So the pre-Christmas days have gone tolerably well, no specific things or events or problems to make note of. So, I should be having at least a decent time, decent mood, feeling at least ok. But there are all these little niggling things that just seem to keep spoiling it for me, even though I keep telling myself they are just little things, little things that don’t mean anything and aren’t important. But they are still there, and I still see them, still feel them. They are still bothering me, bringing down my mood to less than ok, to less than good. And I am getting a bit discouraged.
This time of year, I usually feel all kinds of love for my kids, and all kinds of happiness for seeing them happy. But I feel somewhat betrayed this year. It started when I had a med check appointment this past Thursday. I remembered it all the way up to 1 hour before I had to leave. Then it was gone. My daughter reminded me of it after it was too late to get there. And they don’t see anyone who is late. So it was rescheduled for the end of Jan–ya, 5 weeks from now! Well, I guess that’s my punishment for not remembering, for making a mistake (again).
But the real kicker was the next day my daughter says to me, ” You must not have wanted to go, that’s why you spaced it out”. And I said ” I was thinking about that too. And that’s mostly what I thought, except ME (the Me talking now) really likes to be punctual and not make mistakes. I would not have skipped it like that. It must have been someone else who doesn’t like the med check appointments–or the regular doctor appointments either(as I had to reschedule my well-woman exam 3 times before I managed to remember to get there). So, I think it’s one of the younger ones who doesn’t like any doctor appointments–for some reason they are either scared or just don’t trust them. ” And then my daughter says, “I don’t think you are multiple. I haven’t seen any proof of it. And my brother agrees with me. We don’t think you really have DID.”
Well, that was such a kick in the gut. I was stunned into silence. I was angry, I was confused, and I was very hurt. Hurt that I had trusted them, my closest family, with this and now they were turning on me. Turning on me instead of being supportive, instead of being helpful and backing me. She asked me what made me think that I was really DID. And after several moments while I put my head back together and tried to sort my emotions out of my head and put them away, I finally said because I have been with 3 different therapists who all use different styles/techniques, and each one has ended up at this same point. The first time, I didn’t think DID was really even real. The second time, I thought it was real, but it wasn’t me, didn’t fit me. This last and ongoing time, I figured I couldn’t keep coming to the same place with all these different therapists, if there wasn’t at least something to it. That maybe I am indeed DID. And the more I keep going in therapy, the more I keep getting affirmations, keep discovering that some information I thought I had wasn’t mine, but was shared by the one who owns it. That why I have always had these ‘intense emotional outbursts’ that could not be explained by my bipolar, since over all I was stable emotionally. But these short outbursts kept occurring and still do. DID explains that. Another part is being triggered during an event, and for a short time, takes over and bursts out, then retreats. It’s not all me. It doesn’t even fit me and my patterns. I know now I do have others and while they may only come out briefly, that they are there.

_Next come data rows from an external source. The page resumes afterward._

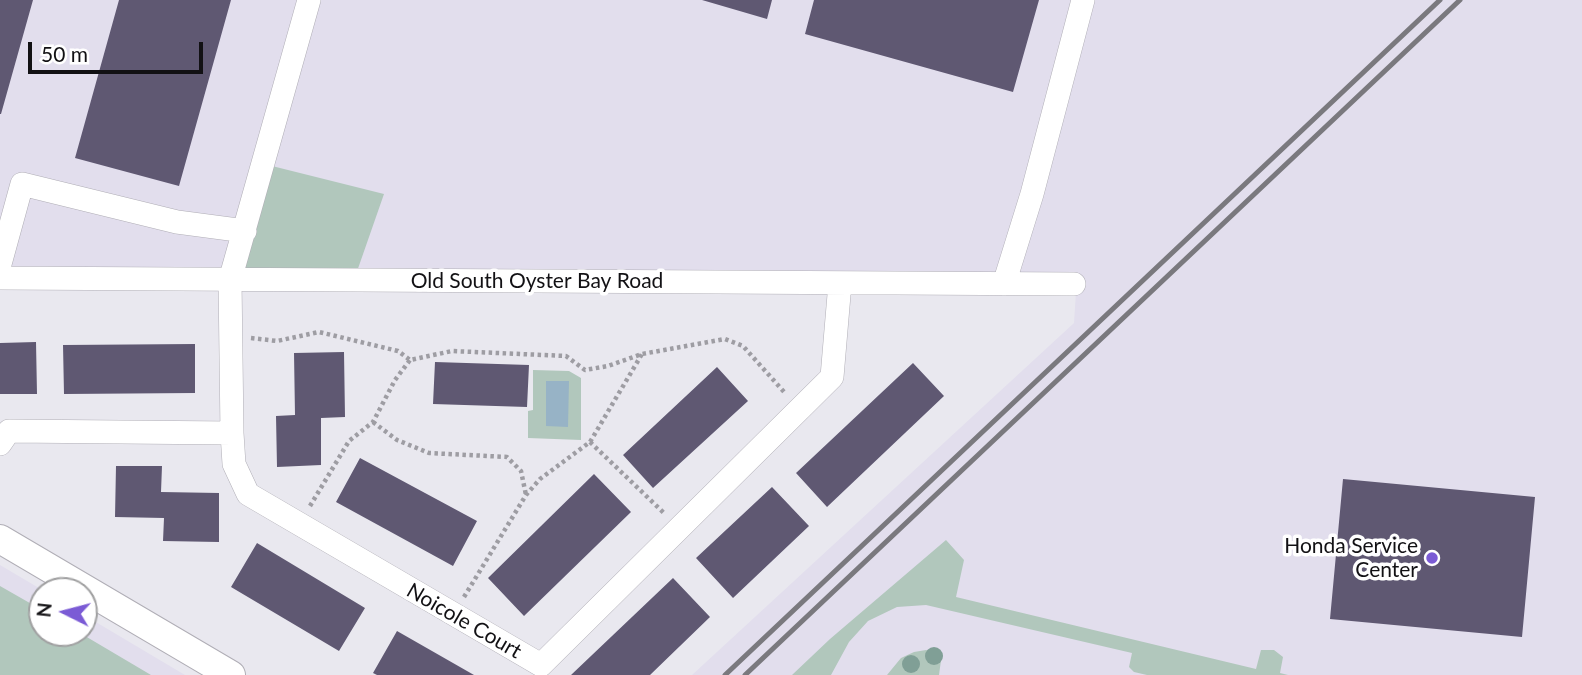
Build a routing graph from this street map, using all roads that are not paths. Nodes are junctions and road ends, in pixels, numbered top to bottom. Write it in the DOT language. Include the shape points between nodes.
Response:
graph roads {
  1 [pos="309,0"];
  2 [pos="1083,0"];
  3 [pos="245,231"];
  4 [pos="0,264"];
  5 [pos="0,278"];
  6 [pos="230,280"];
  7 [pos="840,283"];
  8 [pos="1004,284"];
  9 [pos="1074,284"];
  10 [pos="232,433"];
  11 [pos="0,444"];
  12 [pos="0,539"];
  13 [pos="231,675"];
  1 -- 3 [label="street, Noicole Court"];
  2 -- 8 [label="street"];
  3 -- 4 [label="street" via="177,222 22,184"];
  3 -- 6 [label="street, Noicole Court"];
  5 -- 6 [label="street, Old South Oyster Bay Road"];
  6 -- 7 [label="street, Old South Oyster Bay Road"];
  6 -- 10 [label="street, Noicole Court"];
  7 -- 8 [label="street, Old South Oyster Bay Road"];
  7 -- 10 [label="street, Noicole Court" via="832,377 541,666 248,494 234,464"];
  8 -- 9 [label="street, Old South Oyster Bay Road"];
  10 -- 11 [label="street" via="9,431"];
  12 -- 13 [label="main road"];
}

I tried to tell her this. But she just sighed and said nothing more about it. Now, it is like the elephant in the room. Neither her nor my son will mention it, and I am too afraid, to hurt, to mention it again. Too afraid they will still say I am making things up, or lying or being scammed. I feel awful. Like I cannot trust them any more with anything important to me again. I feel I must now put up a barrier, a wall, between me and them where I no longer let them in, where we are no longer intimately close, where now the only one I can take down all the walls with is my therapist. The only one I can now truly trust is my therapist. I am so disappointed, so let down. I am so hurt. I must now maintain a wall keeping my kids out. I can no longer share everything with the only family I have. And this has dampened my holiday cheer. And it has not been the time where I enjoy seeing them happy. I feel so alone. So disconnected. And so damaged. By the only people I trusted, the only ones I let in. And now that is gone.